Un préstamo autoamortizable es un tipo de acuerdo de deuda en el que los pagos periódicos están estructurados para cubrir tanto los intereses como una parte del saldo principal. Al seguir un calendario de pagos predeterminado, el prestatario se asegura de que la totalidad de la deuda quede completamente liquidada al finalizar el plazo acordado del préstamo.
Estos préstamos funcionan asignando cada pago a dos componentes distintos. Una parte específica del pago cubre los intereses devengados durante ese periodo, mientras que el importe restante se aplica directamente al saldo principal original. Debido a que el principal se reduce con cada pago, el importe total de los intereses cargados en los periodos siguientes suele disminuir, lo que permite que la deuda se retire de forma sistemática.
La mayoría de los préstamos hipotecarios convencionales están estructurados como préstamos autoamortizables.

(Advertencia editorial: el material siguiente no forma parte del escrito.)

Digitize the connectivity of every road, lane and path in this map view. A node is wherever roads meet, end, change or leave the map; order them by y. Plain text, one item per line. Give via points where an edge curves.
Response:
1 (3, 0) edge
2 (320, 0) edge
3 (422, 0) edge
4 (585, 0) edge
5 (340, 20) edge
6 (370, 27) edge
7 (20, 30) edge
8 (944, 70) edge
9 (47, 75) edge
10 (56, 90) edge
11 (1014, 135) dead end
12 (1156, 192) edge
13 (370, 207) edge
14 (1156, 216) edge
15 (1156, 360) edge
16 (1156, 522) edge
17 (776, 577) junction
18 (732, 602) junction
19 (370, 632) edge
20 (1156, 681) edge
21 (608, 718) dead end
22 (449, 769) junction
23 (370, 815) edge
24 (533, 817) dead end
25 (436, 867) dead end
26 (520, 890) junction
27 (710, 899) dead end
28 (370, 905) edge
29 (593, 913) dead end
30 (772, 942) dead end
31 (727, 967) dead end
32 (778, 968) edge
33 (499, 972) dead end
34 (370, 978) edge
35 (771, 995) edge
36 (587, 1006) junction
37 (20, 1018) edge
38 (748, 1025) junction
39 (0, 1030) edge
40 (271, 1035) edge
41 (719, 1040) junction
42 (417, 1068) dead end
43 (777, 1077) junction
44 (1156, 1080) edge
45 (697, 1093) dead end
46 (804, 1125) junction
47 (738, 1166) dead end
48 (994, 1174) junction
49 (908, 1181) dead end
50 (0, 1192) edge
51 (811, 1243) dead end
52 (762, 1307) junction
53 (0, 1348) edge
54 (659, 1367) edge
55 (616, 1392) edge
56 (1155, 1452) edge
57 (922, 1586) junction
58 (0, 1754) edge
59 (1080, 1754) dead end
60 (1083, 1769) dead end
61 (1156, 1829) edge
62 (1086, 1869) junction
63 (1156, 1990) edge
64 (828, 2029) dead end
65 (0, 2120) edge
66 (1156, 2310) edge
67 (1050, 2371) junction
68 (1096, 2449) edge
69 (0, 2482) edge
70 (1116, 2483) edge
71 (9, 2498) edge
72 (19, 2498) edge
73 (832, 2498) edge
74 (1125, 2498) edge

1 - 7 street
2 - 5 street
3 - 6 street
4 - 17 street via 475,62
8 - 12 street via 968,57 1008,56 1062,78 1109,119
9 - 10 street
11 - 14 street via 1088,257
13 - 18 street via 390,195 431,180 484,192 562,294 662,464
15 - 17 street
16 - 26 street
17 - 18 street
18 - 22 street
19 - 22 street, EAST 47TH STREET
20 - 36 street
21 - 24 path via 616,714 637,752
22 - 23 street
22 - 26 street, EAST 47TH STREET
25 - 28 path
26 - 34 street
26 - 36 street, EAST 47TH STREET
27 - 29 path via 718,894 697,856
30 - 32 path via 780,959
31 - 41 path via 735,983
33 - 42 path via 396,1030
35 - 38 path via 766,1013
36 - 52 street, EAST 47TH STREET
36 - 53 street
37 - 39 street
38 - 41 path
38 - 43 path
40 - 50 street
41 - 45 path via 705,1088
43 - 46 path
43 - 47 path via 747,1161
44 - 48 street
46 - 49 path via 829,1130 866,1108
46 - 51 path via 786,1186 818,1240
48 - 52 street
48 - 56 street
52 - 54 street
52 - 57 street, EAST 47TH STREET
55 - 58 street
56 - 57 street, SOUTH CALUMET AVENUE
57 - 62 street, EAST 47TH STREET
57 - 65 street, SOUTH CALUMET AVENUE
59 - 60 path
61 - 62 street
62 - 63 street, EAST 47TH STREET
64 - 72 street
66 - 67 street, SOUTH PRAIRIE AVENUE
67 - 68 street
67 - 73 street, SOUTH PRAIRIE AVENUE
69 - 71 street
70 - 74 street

Por ejemplo, si usted contrata una hipoteca a tipo fijo, su pago mensual permanece constante durante toda la vida del préstamo. Los primeros pagos consisten principalmente en intereses, pero a medida que el saldo principal disminuye con el tiempo, una mayor parte de cada pago se destina a amortizar la deuda restante hasta que el saldo llega a cero al final del plazo.